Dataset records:

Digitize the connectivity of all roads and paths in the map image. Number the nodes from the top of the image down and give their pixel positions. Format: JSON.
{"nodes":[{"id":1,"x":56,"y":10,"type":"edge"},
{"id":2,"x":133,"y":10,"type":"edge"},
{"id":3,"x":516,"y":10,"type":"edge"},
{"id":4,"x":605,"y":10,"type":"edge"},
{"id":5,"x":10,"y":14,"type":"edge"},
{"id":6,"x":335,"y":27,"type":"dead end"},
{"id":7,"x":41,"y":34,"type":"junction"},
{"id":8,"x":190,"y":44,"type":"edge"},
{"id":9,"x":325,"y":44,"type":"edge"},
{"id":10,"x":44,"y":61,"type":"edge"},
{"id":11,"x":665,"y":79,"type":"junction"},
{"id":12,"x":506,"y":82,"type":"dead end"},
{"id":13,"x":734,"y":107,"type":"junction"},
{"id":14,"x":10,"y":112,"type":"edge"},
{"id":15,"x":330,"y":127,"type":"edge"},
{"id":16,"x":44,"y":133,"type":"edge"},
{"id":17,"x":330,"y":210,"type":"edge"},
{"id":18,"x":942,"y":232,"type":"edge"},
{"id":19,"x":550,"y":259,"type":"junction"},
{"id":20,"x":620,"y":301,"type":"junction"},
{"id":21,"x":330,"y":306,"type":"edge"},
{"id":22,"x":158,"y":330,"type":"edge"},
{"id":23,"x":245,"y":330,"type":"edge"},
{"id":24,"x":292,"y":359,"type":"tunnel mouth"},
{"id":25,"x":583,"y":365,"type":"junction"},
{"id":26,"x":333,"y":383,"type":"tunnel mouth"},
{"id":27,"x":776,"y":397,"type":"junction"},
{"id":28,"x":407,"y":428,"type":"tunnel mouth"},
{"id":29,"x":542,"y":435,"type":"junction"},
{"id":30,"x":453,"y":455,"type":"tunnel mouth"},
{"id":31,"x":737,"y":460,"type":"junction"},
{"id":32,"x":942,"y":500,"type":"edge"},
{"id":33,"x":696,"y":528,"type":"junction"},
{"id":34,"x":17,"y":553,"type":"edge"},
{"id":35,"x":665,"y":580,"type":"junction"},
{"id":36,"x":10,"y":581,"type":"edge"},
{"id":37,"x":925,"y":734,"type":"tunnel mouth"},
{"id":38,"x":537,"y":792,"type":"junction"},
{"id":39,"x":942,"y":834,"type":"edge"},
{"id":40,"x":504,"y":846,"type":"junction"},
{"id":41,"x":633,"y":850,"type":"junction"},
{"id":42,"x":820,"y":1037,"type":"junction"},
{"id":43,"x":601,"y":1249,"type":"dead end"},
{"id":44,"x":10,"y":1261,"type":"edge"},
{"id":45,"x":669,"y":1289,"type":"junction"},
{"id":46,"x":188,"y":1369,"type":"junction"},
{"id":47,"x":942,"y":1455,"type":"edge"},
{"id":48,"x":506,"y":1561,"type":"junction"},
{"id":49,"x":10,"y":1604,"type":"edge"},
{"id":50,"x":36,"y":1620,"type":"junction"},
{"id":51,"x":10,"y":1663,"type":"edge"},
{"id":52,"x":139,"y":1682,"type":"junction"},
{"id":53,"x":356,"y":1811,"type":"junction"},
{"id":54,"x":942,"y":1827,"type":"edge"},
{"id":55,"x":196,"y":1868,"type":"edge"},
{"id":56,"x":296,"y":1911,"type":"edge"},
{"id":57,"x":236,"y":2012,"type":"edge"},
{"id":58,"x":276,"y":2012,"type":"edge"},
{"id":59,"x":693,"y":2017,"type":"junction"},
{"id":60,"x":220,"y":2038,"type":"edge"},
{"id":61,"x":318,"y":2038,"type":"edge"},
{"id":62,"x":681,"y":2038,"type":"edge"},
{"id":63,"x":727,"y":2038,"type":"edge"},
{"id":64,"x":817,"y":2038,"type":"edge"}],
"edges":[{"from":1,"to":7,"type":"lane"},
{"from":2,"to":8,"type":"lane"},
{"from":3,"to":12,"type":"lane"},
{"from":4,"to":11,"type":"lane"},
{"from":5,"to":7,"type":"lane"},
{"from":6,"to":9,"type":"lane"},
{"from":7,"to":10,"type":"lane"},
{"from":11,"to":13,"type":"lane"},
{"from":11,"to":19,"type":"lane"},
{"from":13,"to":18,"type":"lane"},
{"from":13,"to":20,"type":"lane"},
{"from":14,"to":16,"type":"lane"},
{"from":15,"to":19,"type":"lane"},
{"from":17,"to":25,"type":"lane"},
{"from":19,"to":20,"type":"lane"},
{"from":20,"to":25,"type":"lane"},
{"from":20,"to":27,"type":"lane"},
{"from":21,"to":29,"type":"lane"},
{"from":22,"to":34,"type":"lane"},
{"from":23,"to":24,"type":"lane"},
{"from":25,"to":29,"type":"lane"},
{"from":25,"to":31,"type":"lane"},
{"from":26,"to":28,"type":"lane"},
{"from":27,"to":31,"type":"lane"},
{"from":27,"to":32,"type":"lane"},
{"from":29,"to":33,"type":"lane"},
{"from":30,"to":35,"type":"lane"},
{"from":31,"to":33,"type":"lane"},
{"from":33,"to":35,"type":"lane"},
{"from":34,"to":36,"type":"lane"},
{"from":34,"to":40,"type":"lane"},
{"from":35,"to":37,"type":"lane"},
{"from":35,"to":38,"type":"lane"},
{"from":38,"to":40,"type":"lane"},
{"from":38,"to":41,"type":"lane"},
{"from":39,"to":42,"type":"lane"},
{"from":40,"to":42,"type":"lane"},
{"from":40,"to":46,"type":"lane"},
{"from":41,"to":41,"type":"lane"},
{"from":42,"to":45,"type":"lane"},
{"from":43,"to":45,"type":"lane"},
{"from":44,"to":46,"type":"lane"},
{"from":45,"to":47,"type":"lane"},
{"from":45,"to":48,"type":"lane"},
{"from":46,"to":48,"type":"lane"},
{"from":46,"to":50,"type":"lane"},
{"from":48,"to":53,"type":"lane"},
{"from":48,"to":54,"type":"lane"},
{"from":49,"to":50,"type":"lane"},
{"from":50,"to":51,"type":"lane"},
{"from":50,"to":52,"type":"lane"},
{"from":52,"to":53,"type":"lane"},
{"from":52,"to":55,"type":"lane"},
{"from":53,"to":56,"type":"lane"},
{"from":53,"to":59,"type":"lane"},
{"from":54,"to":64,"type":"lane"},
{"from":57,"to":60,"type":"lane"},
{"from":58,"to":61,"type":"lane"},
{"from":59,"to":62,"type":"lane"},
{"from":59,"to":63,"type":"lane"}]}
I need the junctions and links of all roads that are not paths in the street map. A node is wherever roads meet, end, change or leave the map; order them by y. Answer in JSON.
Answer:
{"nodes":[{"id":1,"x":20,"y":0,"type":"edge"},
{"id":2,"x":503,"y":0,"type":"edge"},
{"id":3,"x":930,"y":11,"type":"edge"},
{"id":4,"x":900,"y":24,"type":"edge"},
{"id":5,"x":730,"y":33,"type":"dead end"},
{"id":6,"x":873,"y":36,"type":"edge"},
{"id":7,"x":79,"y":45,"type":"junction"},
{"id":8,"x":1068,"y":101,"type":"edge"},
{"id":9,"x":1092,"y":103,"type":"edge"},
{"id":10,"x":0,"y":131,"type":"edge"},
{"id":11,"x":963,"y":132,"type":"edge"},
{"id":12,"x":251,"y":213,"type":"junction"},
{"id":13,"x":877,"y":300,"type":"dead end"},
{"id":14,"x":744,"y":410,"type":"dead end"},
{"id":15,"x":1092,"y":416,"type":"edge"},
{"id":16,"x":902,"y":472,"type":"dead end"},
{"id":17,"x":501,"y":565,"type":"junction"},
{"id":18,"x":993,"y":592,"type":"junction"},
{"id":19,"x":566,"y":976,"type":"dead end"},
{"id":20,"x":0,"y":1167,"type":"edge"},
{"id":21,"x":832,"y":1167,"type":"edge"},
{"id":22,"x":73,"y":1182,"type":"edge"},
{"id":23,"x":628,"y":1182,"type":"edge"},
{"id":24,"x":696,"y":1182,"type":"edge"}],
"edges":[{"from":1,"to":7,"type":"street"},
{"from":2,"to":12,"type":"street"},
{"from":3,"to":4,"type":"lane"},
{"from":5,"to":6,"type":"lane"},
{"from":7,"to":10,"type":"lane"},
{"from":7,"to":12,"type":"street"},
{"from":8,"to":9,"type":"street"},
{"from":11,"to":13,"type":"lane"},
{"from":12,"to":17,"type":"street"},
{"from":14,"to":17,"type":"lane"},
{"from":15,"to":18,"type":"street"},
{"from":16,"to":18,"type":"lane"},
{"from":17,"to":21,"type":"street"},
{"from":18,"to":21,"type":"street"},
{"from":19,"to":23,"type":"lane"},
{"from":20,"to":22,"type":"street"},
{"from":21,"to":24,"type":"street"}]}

▶ BRIEF
Return only the number of lines in the data above that include the word "dead".

▶ EXERCISE ANSWER
8